Solution: make BC's vertical line pass through point A: AD, sinB=AD/AB, sinC=AD/AC,
Because the angle b > Angle c, so sinB & gtSinC, AD/AB & gt;; AD/AC,
Get: ab
Maybe the landlord should post the picture of the second question to be complete and clear. Let me guess for a moment, the picture should be:
Two triangles: ABC, PBC, PB are the inner bisector of angle ABC, and PC is the outer bisector of angle ACB.
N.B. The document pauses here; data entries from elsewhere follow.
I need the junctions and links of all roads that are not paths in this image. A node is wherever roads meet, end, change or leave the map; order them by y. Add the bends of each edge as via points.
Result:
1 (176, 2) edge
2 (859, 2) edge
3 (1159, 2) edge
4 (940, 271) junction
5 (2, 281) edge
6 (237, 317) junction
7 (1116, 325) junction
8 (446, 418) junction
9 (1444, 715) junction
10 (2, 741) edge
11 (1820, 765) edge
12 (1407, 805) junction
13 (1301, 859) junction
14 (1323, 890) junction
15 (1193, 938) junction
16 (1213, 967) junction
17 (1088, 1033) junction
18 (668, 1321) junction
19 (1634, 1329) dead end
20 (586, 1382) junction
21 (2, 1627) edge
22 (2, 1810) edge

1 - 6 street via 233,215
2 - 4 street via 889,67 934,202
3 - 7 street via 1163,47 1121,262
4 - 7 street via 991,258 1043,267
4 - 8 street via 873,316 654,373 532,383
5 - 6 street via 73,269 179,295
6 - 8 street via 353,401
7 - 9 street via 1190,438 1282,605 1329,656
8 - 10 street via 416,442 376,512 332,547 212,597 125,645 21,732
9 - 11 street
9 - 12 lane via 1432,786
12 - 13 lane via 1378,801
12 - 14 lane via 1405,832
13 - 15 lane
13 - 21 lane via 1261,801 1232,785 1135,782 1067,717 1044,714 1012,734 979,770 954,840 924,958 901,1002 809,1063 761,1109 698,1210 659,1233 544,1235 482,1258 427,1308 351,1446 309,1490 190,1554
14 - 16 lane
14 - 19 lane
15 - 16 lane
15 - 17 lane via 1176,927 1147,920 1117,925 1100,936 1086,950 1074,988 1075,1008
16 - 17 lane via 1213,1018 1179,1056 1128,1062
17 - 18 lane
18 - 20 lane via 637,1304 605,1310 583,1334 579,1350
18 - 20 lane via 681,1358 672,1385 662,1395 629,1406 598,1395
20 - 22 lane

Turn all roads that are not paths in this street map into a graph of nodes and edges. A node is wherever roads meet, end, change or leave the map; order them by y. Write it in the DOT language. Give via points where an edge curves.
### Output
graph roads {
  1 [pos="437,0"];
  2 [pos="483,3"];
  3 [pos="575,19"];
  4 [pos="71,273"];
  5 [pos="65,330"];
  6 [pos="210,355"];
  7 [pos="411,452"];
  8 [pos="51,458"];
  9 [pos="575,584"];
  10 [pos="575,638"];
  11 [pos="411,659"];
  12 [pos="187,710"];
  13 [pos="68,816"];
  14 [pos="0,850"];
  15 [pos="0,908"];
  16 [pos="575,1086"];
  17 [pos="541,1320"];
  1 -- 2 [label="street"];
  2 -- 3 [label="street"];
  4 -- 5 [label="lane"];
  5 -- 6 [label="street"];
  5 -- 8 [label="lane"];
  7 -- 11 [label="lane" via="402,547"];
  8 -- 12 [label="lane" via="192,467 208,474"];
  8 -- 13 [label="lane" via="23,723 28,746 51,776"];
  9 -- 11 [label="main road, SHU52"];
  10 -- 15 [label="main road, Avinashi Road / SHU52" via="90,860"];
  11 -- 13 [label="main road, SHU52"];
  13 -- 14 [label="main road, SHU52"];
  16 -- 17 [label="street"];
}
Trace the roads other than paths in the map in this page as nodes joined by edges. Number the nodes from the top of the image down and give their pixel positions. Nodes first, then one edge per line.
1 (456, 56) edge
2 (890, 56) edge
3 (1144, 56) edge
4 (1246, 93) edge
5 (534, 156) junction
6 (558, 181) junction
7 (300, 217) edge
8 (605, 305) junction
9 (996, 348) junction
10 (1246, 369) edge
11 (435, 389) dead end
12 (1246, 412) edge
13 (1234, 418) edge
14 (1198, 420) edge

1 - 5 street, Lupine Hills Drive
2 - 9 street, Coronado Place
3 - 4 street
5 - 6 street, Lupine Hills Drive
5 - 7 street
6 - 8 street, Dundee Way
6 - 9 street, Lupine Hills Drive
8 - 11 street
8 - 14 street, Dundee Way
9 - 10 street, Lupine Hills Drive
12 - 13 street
If the speculation is correct, then the idea to solve the second problem is to use a formula to solve the problem by using the relationship that the sum of the angles in the triangle is 180, the relationship between the angle ABC and the angle PBC, and the relationship between the angle ACB and the angle PCB.
Solution: angle ABC = 2° angle PBC (according to the concept of internal angle bisector)
Angle PCB= angle PCA+ angle ACB,
And the angle PCA= 1/2( 180- angle ACB) (according to the concept of outer angle and bisector of outer angle).
Angle ABC+ Angle ACB= 180-64 (according to the concept of triangle interior angle sum)
Angle P= 180- Angle PBC- Angle PCB (according to the concept of the sum of the internal angles of a triangle)
The solution can be obtained by combining the above formulas. I believe the landlord will understand after a little thinking.